* _What you are asked to do_
Records follow. Pull out every line that contains "middle".

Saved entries
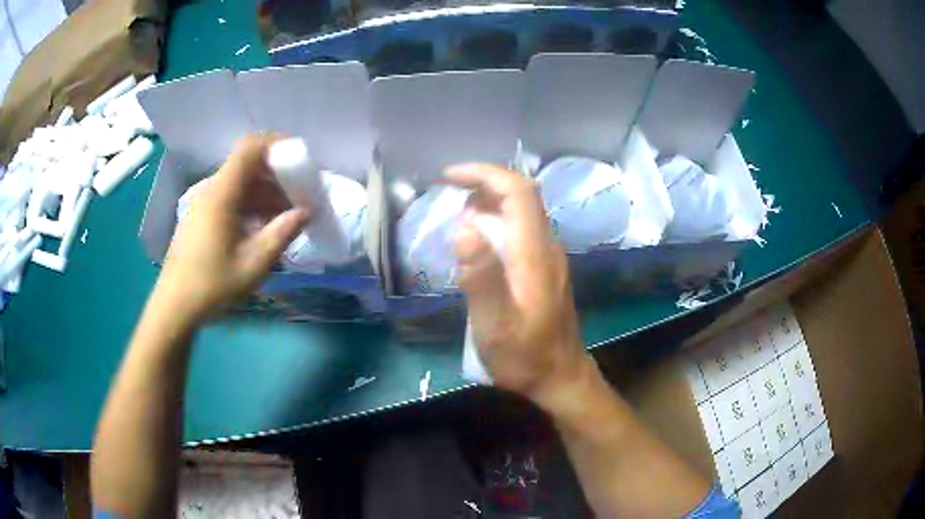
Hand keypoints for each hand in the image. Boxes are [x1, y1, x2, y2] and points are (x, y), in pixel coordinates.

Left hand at [155, 135, 308, 321]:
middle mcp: (211, 189)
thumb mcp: (253, 264)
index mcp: (222, 194)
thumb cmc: (213, 284)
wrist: (175, 305)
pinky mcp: (201, 215)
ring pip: (240, 183)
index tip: (299, 156)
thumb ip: (282, 233)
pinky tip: (262, 228)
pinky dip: (250, 204)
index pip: (249, 147)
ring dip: (265, 193)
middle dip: (276, 176)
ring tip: (285, 218)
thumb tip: (306, 212)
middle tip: (298, 197)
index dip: (276, 143)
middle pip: (248, 166)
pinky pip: (230, 197)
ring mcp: (203, 202)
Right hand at [446, 164, 592, 408]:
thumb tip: (464, 229)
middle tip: (448, 196)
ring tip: (457, 218)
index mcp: (534, 253)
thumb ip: (481, 278)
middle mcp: (547, 246)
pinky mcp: (546, 269)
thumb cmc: (525, 356)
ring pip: (522, 212)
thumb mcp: (496, 325)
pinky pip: (522, 230)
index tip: (450, 177)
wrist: (561, 378)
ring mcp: (550, 257)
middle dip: (483, 184)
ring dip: (489, 203)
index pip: (518, 191)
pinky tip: (478, 244)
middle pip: (522, 195)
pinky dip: (496, 222)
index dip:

* _Response box_
middle mcp: (211, 189)
middle dip: (276, 176)
middle tip: (298, 197)
middle pip: (248, 166)
middle tip: (448, 196)
middle mcp: (547, 246)
middle dip: (483, 184)
middle pip: (522, 195)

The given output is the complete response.